─── Records to use ───
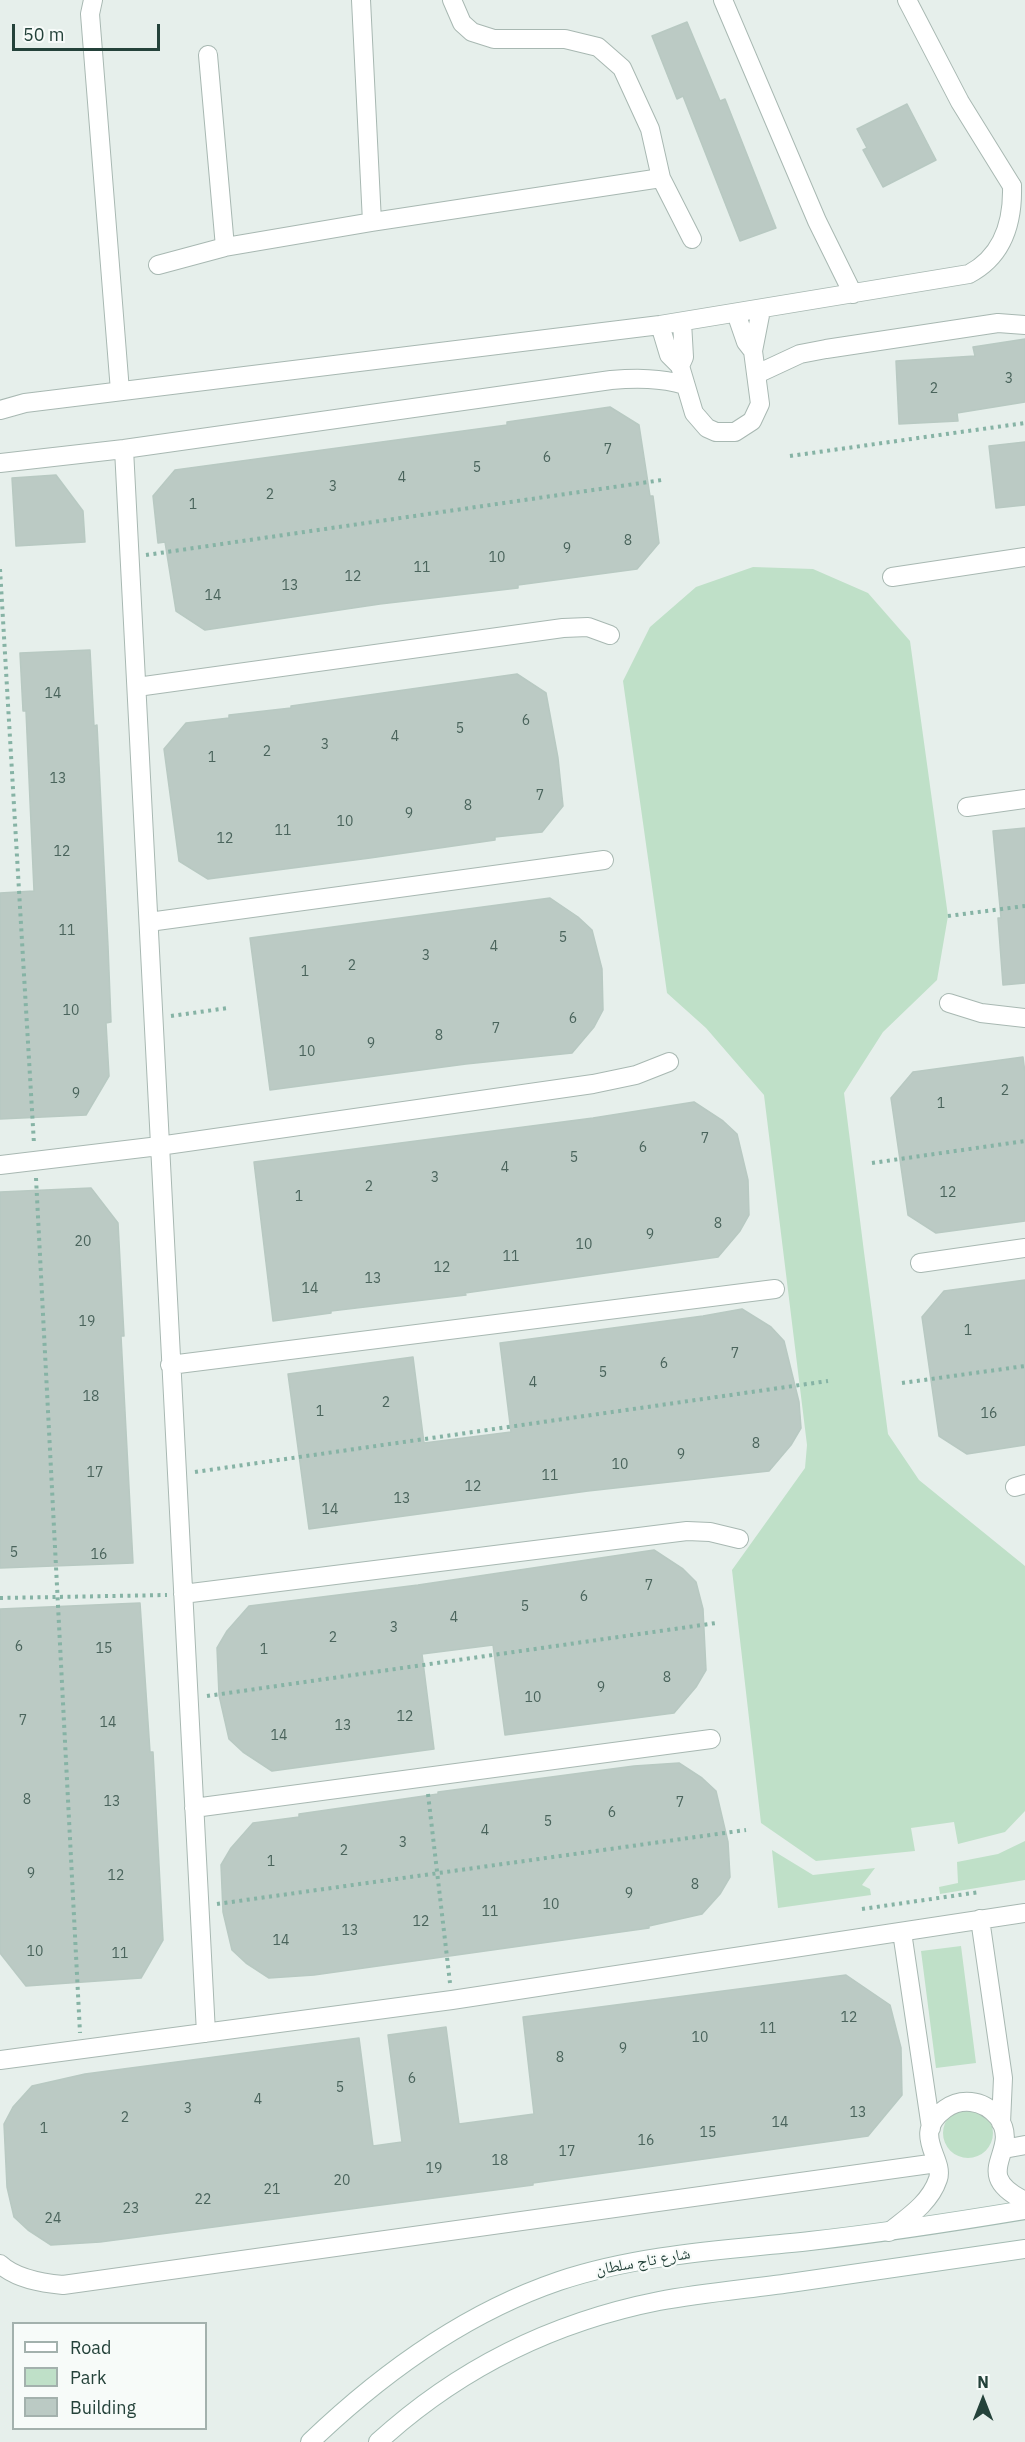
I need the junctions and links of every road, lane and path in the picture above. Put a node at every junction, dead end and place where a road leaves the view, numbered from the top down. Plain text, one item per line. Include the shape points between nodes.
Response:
1 (93, 0) edge
2 (361, 0) edge
3 (452, 0) edge
4 (723, 0) edge
5 (907, 0) edge
6 (208, 55) dead end
7 (661, 178) junction
8 (372, 222) junction
9 (692, 239) dead end
10 (225, 247) junction
11 (158, 265) dead end
12 (853, 294) junction
13 (761, 310) junction
14 (736, 313) junction
15 (682, 322) junction
16 (660, 325) junction
17 (1025, 325) edge
18 (753, 351) junction
19 (680, 366) junction
20 (757, 374) junction
21 (685, 385) junction
22 (120, 391) junction
23 (0, 396) edge
24 (26, 403) junction
25 (0, 410) edge
26 (1025, 423) edge
27 (124, 449) junction
28 (790, 456) dead end
29 (0, 463) edge
30 (662, 480) dead end
31 (1025, 556) edge
32 (130, 557) junction
33 (0, 569) edge
34 (892, 577) dead end
35 (610, 635) dead end
36 (137, 687) junction
37 (1025, 799) edge
38 (967, 807) dead end
39 (604, 860) dead end
40 (1025, 906) edge
41 (948, 916) dead end
42 (149, 922) junction
43 (949, 1003) dead end
44 (228, 1008) dead end
45 (1025, 1018) edge
46 (153, 1019) junction
47 (669, 1062) dead end
48 (1025, 1141) edge
49 (159, 1146) junction
50 (35, 1161) junction
51 (872, 1163) dead end
52 (0, 1165) edge
53 (1025, 1248) edge
54 (920, 1263) dead end
55 (775, 1289) dead end
56 (171, 1365) junction
57 (1025, 1366) edge
58 (828, 1381) dead end
59 (902, 1383) dead end
60 (176, 1475) junction
61 (739, 1539) dead end
62 (183, 1594) junction
63 (57, 1597) junction
64 (0, 1598) edge
65 (716, 1623) dead end
66 (188, 1698) junction
67 (711, 1739) dead end
68 (426, 1779) junction
69 (194, 1808) junction
70 (746, 1830) dead end
71 (438, 1873) junction
72 (980, 1892) dead end
73 (199, 1906) junction
74 (862, 1908) dead end
75 (1025, 1913) edge
76 (980, 1919) junction
77 (902, 1932) junction
78 (452, 2000) junction
79 (206, 2032) junction
80 (80, 2049) junction
81 (0, 2060) edge
82 (1001, 2123) junction
83 (931, 2128) junction
84 (1025, 2145) edge
85 (1004, 2149) junction
86 (937, 2163) junction
87 (1025, 2201) edge
88 (1025, 2210) edge
89 (890, 2232) junction
90 (1025, 2249) edge
91 (0, 2264) edge
92 (310, 2442) edge
93 (378, 2442) edge

1 - 22 street via 90,14
2 - 8 street
3 - 7 street via 462,22 472,32 494,39 565,39 598,47 622,68 650,129
4 - 12 street via 817,221
5 - 12 street via 950,84 1012,186 1011,210 1001,244 979,269
6 - 10 street
7 - 8 street
7 - 9 street
8 - 10 street
10 - 11 street
12 - 13 street
13 - 14 street
13 - 18 street
14 - 15 street
14 - 18 street
15 - 16 street
15 - 19 street via 684,357
16 - 19 street via 669,355
16 - 22 street
17 - 20 street via 998,323 826,349 800,354
18 - 20 street
19 - 21 street
20 - 21 street via 757,413 735,432 716,432 699,422
21 - 27 street via 638,377 611,380
22 - 24 street
23 - 24 street
24 - 25 street
26 - 28 path
27 - 29 street
27 - 32 street
30 - 32 path
31 - 34 street
32 - 36 street
33 - 50 path
35 - 36 street via 588,627 564,628
36 - 42 street
37 - 38 street
39 - 42 street
40 - 41 path
42 - 46 street
43 - 45 street via 981,1013
44 - 46 path
46 - 49 street
47 - 49 street via 636,1075 593,1084
48 - 51 path
49 - 50 street
49 - 56 street
50 - 52 street
50 - 63 path
53 - 54 street
55 - 56 street
56 - 60 street
57 - 59 path
58 - 60 path
60 - 62 street
61 - 62 street via 687,1531
62 - 63 path
62 - 66 street
63 - 64 path
63 - 80 path
65 - 66 path
66 - 69 street
67 - 68 street
68 - 69 street
68 - 71 path
69 - 73 street
70 - 71 path
71 - 73 path
71 - 78 path
72 - 74 path
73 - 79 street
75 - 76 street
76 - 77 street
76 - 82 street via 1003,2078
77 - 78 street
77 - 83 street
78 - 79 street
79 - 80 street
80 - 81 street
82 - 83 street via 990,2109 961,2102 942,2111
82 - 85 street
83 - 86 street via 930,2143
84 - 85 street
85 - 87 street via 997,2163 999,2179 1007,2192
86 - 89 street via 939,2177 931,2195
86 - 91 street via 63,2285 21,2276
88 - 89 street, شارع تاج سلطان
89 - 92 street, شارع تاج سلطان via 678,2255 558,2281 492,2310 423,2350 358,2398
90 - 93 street via 662,2301 589,2319 500,2355 427,2402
───
Problem to solve: How many lines of the records contain the string "سلطان"? Respond with the number alone.

Reply: 2